◆ Task instructions
Copy every line of the data in which the word "graph" occurs.

◆ Data supplied
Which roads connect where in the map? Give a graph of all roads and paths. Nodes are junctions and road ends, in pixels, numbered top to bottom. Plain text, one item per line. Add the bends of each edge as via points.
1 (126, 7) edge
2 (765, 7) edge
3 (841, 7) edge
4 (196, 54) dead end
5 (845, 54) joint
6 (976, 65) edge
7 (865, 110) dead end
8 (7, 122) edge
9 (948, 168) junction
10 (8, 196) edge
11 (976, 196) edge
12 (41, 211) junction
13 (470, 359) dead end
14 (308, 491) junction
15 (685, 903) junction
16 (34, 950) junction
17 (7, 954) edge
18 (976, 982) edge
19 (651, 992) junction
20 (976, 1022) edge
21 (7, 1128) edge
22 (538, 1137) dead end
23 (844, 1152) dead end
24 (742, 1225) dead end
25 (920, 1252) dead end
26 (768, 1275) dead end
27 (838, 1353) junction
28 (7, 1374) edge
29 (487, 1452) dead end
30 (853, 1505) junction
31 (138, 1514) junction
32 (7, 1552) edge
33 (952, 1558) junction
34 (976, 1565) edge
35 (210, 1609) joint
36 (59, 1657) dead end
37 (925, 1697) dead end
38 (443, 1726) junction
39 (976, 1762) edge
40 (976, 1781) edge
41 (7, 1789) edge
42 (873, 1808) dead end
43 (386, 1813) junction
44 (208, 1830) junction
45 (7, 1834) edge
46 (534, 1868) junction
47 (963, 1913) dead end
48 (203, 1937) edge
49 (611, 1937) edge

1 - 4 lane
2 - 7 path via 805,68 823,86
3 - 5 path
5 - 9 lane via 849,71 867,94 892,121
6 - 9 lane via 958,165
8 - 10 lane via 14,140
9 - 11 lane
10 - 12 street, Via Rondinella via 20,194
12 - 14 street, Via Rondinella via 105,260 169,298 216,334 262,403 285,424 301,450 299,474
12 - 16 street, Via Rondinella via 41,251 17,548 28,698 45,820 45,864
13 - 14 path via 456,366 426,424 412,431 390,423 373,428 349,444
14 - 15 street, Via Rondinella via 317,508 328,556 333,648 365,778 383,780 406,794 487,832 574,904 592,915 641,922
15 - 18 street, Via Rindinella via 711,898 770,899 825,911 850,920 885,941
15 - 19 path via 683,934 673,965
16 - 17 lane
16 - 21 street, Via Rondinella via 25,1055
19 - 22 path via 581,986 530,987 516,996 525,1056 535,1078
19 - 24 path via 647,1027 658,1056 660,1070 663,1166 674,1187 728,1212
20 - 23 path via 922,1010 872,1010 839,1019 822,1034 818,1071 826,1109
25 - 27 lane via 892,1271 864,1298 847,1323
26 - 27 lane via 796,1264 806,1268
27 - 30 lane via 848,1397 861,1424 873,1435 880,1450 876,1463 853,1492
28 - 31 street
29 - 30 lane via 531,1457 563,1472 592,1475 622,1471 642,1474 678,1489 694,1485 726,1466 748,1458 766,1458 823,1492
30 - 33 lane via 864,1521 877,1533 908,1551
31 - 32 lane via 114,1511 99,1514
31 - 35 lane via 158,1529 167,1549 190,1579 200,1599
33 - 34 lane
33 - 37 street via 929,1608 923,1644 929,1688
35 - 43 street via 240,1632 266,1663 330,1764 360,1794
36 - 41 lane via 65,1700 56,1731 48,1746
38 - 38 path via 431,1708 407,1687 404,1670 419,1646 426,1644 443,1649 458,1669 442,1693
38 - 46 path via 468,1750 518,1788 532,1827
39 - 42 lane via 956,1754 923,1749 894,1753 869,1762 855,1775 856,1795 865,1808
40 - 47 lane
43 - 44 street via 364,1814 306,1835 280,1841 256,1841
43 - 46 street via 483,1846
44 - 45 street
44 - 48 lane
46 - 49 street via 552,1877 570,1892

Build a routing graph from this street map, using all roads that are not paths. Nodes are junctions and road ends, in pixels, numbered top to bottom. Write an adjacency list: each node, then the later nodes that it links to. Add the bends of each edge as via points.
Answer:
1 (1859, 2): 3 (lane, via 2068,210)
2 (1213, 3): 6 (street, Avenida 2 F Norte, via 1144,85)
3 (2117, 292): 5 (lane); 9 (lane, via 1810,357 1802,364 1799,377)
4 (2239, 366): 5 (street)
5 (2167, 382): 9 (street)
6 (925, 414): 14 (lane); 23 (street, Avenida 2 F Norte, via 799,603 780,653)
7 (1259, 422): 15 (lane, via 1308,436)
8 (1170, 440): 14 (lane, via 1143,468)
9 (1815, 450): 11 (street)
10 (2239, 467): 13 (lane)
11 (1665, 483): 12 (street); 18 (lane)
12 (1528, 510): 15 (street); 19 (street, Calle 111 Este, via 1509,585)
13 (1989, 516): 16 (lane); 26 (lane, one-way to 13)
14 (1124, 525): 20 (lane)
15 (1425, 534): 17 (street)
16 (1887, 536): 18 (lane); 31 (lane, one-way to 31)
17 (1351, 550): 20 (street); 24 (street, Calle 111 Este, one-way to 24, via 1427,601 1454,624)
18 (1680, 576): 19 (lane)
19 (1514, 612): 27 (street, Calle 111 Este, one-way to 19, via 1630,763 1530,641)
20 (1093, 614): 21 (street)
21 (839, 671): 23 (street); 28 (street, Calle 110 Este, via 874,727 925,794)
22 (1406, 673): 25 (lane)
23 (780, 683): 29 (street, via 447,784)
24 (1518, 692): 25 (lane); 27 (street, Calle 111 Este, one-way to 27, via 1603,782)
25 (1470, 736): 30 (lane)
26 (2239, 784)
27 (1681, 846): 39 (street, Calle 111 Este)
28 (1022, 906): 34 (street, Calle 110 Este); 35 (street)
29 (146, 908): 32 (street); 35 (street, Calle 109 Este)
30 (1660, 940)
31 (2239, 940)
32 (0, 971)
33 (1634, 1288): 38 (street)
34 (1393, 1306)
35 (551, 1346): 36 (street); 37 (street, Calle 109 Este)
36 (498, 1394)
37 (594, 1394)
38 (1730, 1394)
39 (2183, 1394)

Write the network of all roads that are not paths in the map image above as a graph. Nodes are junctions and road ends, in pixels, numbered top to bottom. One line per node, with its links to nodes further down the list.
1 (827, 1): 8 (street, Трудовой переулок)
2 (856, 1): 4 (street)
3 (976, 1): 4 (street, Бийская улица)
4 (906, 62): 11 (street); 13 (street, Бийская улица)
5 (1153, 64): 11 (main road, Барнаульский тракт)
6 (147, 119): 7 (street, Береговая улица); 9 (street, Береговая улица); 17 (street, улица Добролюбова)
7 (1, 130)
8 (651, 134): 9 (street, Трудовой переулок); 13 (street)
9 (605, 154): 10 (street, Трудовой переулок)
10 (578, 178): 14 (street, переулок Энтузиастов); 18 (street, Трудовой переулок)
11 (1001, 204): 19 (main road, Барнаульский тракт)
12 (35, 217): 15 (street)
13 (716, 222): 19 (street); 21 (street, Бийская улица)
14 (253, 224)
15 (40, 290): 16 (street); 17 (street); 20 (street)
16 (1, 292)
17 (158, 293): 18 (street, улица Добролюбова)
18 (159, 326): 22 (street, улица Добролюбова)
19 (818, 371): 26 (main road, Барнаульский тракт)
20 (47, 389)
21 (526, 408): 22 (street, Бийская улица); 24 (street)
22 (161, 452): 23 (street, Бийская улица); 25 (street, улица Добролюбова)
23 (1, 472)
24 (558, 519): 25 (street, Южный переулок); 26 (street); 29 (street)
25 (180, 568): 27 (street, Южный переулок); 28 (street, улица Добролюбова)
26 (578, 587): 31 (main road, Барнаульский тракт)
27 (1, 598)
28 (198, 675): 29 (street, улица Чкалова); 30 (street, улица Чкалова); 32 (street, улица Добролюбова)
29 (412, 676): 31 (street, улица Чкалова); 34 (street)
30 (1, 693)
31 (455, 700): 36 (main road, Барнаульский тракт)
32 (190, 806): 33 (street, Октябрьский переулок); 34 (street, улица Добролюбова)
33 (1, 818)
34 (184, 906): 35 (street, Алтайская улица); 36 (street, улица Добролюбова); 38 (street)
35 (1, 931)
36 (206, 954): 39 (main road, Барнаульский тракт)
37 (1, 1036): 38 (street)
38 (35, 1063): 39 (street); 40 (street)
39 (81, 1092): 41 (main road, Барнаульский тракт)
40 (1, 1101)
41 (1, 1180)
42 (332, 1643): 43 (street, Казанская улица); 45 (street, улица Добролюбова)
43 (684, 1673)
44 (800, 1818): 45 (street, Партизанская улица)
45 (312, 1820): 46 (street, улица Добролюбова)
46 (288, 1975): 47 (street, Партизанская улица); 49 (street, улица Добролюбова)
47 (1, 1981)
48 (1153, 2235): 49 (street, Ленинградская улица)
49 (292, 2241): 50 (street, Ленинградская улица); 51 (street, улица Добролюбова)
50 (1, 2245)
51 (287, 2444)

◆ Task response
Which roads connect where in the map? Give a graph of all roads and paths. Nodes are junctions and road ends, in pixels, numbered top to bottom. Plain text, one item per line. Add the bends of each edge as via points.
Build a routing graph from this street map, using all roads that are not paths. Nodes are junctions and road ends, in pixels, numbered top to bottom. Write an adjacency list: each node, then the later nodes that it links to. Add the bends of each edge as via points.
Write the network of all roads that are not paths in the map image above as a graph. Nodes are junctions and road ends, in pixels, numbered top to bottom. One line per node, with its links to nodes further down the list.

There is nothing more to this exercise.